'''

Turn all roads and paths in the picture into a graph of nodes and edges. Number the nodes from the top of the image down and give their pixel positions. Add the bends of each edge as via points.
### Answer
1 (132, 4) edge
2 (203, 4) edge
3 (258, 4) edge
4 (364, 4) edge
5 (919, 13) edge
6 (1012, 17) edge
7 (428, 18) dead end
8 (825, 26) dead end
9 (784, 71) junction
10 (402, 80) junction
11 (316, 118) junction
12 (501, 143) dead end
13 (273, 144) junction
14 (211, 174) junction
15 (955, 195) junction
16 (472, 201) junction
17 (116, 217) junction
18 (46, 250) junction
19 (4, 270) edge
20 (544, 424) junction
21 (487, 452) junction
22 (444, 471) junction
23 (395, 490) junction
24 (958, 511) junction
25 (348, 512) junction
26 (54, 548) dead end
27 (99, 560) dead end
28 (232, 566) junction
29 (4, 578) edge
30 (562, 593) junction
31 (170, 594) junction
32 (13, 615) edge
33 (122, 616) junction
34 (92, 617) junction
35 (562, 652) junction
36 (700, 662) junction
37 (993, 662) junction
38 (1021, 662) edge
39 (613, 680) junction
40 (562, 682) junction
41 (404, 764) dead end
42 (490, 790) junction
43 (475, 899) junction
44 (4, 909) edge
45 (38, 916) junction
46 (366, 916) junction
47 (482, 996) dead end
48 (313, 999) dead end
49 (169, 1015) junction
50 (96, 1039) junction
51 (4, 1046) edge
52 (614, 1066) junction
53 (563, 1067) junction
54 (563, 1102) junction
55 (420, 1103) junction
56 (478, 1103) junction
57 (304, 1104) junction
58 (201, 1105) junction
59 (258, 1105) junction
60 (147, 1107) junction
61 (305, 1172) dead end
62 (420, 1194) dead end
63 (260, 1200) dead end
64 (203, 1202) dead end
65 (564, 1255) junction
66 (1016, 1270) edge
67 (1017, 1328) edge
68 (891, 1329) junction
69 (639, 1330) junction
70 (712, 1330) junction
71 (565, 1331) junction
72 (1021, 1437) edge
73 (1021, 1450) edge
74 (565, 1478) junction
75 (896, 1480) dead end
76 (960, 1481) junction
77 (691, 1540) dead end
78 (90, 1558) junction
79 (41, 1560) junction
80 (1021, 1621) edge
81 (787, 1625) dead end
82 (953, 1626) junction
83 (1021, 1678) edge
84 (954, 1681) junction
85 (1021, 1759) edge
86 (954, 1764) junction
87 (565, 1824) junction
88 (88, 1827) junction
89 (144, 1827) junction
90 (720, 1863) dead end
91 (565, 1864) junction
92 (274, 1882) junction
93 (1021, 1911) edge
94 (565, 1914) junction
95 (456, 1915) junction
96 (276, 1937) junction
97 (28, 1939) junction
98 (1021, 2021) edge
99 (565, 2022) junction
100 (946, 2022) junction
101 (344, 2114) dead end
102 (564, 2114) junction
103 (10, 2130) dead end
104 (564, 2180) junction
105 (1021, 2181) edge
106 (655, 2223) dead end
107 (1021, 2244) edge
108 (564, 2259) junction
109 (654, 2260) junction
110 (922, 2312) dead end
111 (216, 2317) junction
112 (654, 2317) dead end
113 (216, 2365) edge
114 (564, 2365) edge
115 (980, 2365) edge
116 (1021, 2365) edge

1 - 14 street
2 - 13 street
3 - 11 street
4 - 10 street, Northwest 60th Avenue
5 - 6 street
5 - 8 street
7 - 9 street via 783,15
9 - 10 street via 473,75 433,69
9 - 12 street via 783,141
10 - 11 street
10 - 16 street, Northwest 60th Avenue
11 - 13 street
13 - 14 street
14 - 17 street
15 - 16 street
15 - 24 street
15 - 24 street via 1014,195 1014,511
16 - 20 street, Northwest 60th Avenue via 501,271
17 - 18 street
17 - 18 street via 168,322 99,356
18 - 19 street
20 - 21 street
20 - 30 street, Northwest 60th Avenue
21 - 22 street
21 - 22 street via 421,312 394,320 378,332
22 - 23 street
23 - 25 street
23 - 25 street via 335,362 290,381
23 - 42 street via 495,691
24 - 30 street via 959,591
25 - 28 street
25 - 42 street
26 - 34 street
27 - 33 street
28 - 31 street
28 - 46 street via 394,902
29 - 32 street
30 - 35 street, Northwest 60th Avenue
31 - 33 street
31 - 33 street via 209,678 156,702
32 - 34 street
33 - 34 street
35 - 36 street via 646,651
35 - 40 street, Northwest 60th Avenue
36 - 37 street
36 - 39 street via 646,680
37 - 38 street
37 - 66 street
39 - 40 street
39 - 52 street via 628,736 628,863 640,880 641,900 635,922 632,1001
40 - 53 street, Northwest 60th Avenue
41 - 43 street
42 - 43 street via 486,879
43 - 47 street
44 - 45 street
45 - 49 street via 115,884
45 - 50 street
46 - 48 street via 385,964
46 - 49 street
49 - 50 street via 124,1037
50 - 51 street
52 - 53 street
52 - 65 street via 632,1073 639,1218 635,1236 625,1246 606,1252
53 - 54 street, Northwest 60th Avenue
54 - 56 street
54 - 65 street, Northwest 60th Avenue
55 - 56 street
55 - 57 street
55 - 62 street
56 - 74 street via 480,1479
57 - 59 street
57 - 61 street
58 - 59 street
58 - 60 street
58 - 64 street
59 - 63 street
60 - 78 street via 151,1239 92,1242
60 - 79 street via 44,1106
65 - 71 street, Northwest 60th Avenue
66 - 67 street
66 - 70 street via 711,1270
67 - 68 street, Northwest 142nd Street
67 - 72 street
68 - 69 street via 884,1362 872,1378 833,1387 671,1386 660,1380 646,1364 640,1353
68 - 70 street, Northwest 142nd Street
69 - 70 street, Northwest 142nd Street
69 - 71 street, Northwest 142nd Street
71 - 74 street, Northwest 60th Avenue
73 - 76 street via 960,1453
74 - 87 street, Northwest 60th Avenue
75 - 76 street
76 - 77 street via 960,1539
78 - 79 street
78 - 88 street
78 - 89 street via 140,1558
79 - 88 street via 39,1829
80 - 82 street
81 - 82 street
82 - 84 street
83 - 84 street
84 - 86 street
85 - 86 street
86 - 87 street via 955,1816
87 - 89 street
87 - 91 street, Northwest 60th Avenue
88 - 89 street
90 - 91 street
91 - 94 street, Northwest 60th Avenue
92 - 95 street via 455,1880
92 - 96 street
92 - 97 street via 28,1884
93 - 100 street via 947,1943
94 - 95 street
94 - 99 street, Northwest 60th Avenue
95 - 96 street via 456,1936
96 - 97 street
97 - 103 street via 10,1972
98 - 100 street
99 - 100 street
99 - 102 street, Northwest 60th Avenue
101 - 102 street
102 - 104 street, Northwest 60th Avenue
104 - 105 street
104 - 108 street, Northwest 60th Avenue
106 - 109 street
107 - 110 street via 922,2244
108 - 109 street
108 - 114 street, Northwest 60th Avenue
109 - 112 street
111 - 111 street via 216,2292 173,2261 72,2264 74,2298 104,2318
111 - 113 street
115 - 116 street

'''

- [ASSIGNED TASK] From the first record to the last, print each one exactly.

- [SOLVED PROBLEM]
Turn all roads and paths in the picture into a graph of nodes and edges. Number the nodes from the top of the image down and give their pixel positions. Add the bends of each edge as via points.
### Answer
1 (132, 4) edge
2 (203, 4) edge
3 (258, 4) edge
4 (364, 4) edge
5 (919, 13) edge
6 (1012, 17) edge
7 (428, 18) dead end
8 (825, 26) dead end
9 (784, 71) junction
10 (402, 80) junction
11 (316, 118) junction
12 (501, 143) dead end
13 (273, 144) junction
14 (211, 174) junction
15 (955, 195) junction
16 (472, 201) junction
17 (116, 217) junction
18 (46, 250) junction
19 (4, 270) edge
20 (544, 424) junction
21 (487, 452) junction
22 (444, 471) junction
23 (395, 490) junction
24 (958, 511) junction
25 (348, 512) junction
26 (54, 548) dead end
27 (99, 560) dead end
28 (232, 566) junction
29 (4, 578) edge
30 (562, 593) junction
31 (170, 594) junction
32 (13, 615) edge
33 (122, 616) junction
34 (92, 617) junction
35 (562, 652) junction
36 (700, 662) junction
37 (993, 662) junction
38 (1021, 662) edge
39 (613, 680) junction
40 (562, 682) junction
41 (404, 764) dead end
42 (490, 790) junction
43 (475, 899) junction
44 (4, 909) edge
45 (38, 916) junction
46 (366, 916) junction
47 (482, 996) dead end
48 (313, 999) dead end
49 (169, 1015) junction
50 (96, 1039) junction
51 (4, 1046) edge
52 (614, 1066) junction
53 (563, 1067) junction
54 (563, 1102) junction
55 (420, 1103) junction
56 (478, 1103) junction
57 (304, 1104) junction
58 (201, 1105) junction
59 (258, 1105) junction
60 (147, 1107) junction
61 (305, 1172) dead end
62 (420, 1194) dead end
63 (260, 1200) dead end
64 (203, 1202) dead end
65 (564, 1255) junction
66 (1016, 1270) edge
67 (1017, 1328) edge
68 (891, 1329) junction
69 (639, 1330) junction
70 (712, 1330) junction
71 (565, 1331) junction
72 (1021, 1437) edge
73 (1021, 1450) edge
74 (565, 1478) junction
75 (896, 1480) dead end
76 (960, 1481) junction
77 (691, 1540) dead end
78 (90, 1558) junction
79 (41, 1560) junction
80 (1021, 1621) edge
81 (787, 1625) dead end
82 (953, 1626) junction
83 (1021, 1678) edge
84 (954, 1681) junction
85 (1021, 1759) edge
86 (954, 1764) junction
87 (565, 1824) junction
88 (88, 1827) junction
89 (144, 1827) junction
90 (720, 1863) dead end
91 (565, 1864) junction
92 (274, 1882) junction
93 (1021, 1911) edge
94 (565, 1914) junction
95 (456, 1915) junction
96 (276, 1937) junction
97 (28, 1939) junction
98 (1021, 2021) edge
99 (565, 2022) junction
100 (946, 2022) junction
101 (344, 2114) dead end
102 (564, 2114) junction
103 (10, 2130) dead end
104 (564, 2180) junction
105 (1021, 2181) edge
106 (655, 2223) dead end
107 (1021, 2244) edge
108 (564, 2259) junction
109 (654, 2260) junction
110 (922, 2312) dead end
111 (216, 2317) junction
112 (654, 2317) dead end
113 (216, 2365) edge
114 (564, 2365) edge
115 (980, 2365) edge
116 (1021, 2365) edge

1 - 14 street
2 - 13 street
3 - 11 street
4 - 10 street, Northwest 60th Avenue
5 - 6 street
5 - 8 street
7 - 9 street via 783,15
9 - 10 street via 473,75 433,69
9 - 12 street via 783,141
10 - 11 street
10 - 16 street, Northwest 60th Avenue
11 - 13 street
13 - 14 street
14 - 17 street
15 - 16 street
15 - 24 street
15 - 24 street via 1014,195 1014,511
16 - 20 street, Northwest 60th Avenue via 501,271
17 - 18 street
17 - 18 street via 168,322 99,356
18 - 19 street
20 - 21 street
20 - 30 street, Northwest 60th Avenue
21 - 22 street
21 - 22 street via 421,312 394,320 378,332
22 - 23 street
23 - 25 street
23 - 25 street via 335,362 290,381
23 - 42 street via 495,691
24 - 30 street via 959,591
25 - 28 street
25 - 42 street
26 - 34 street
27 - 33 street
28 - 31 street
28 - 46 street via 394,902
29 - 32 street
30 - 35 street, Northwest 60th Avenue
31 - 33 street
31 - 33 street via 209,678 156,702
32 - 34 street
33 - 34 street
35 - 36 street via 646,651
35 - 40 street, Northwest 60th Avenue
36 - 37 street
36 - 39 street via 646,680
37 - 38 street
37 - 66 street
39 - 40 street
39 - 52 street via 628,736 628,863 640,880 641,900 635,922 632,1001
40 - 53 street, Northwest 60th Avenue
41 - 43 street
42 - 43 street via 486,879
43 - 47 street
44 - 45 street
45 - 49 street via 115,884
45 - 50 street
46 - 48 street via 385,964
46 - 49 street
49 - 50 street via 124,1037
50 - 51 street
52 - 53 street
52 - 65 street via 632,1073 639,1218 635,1236 625,1246 606,1252
53 - 54 street, Northwest 60th Avenue
54 - 56 street
54 - 65 street, Northwest 60th Avenue
55 - 56 street
55 - 57 street
55 - 62 street
56 - 74 street via 480,1479
57 - 59 street
57 - 61 street
58 - 59 street
58 - 60 street
58 - 64 street
59 - 63 street
60 - 78 street via 151,1239 92,1242
60 - 79 street via 44,1106
65 - 71 street, Northwest 60th Avenue
66 - 67 street
66 - 70 street via 711,1270
67 - 68 street, Northwest 142nd Street
67 - 72 street
68 - 69 street via 884,1362 872,1378 833,1387 671,1386 660,1380 646,1364 640,1353
68 - 70 street, Northwest 142nd Street
69 - 70 street, Northwest 142nd Street
69 - 71 street, Northwest 142nd Street
71 - 74 street, Northwest 60th Avenue
73 - 76 street via 960,1453
74 - 87 street, Northwest 60th Avenue
75 - 76 street
76 - 77 street via 960,1539
78 - 79 street
78 - 88 street
78 - 89 street via 140,1558
79 - 88 street via 39,1829
80 - 82 street
81 - 82 street
82 - 84 street
83 - 84 street
84 - 86 street
85 - 86 street
86 - 87 street via 955,1816
87 - 89 street
87 - 91 street, Northwest 60th Avenue
88 - 89 street
90 - 91 street
91 - 94 street, Northwest 60th Avenue
92 - 95 street via 455,1880
92 - 96 street
92 - 97 street via 28,1884
93 - 100 street via 947,1943
94 - 95 street
94 - 99 street, Northwest 60th Avenue
95 - 96 street via 456,1936
96 - 97 street
97 - 103 street via 10,1972
98 - 100 street
99 - 100 street
99 - 102 street, Northwest 60th Avenue
101 - 102 street
102 - 104 street, Northwest 60th Avenue
104 - 105 street
104 - 108 street, Northwest 60th Avenue
106 - 109 street
107 - 110 street via 922,2244
108 - 109 street
108 - 114 street, Northwest 60th Avenue
109 - 112 street
111 - 111 street via 216,2292 173,2261 72,2264 74,2298 104,2318
111 - 113 street
115 - 116 street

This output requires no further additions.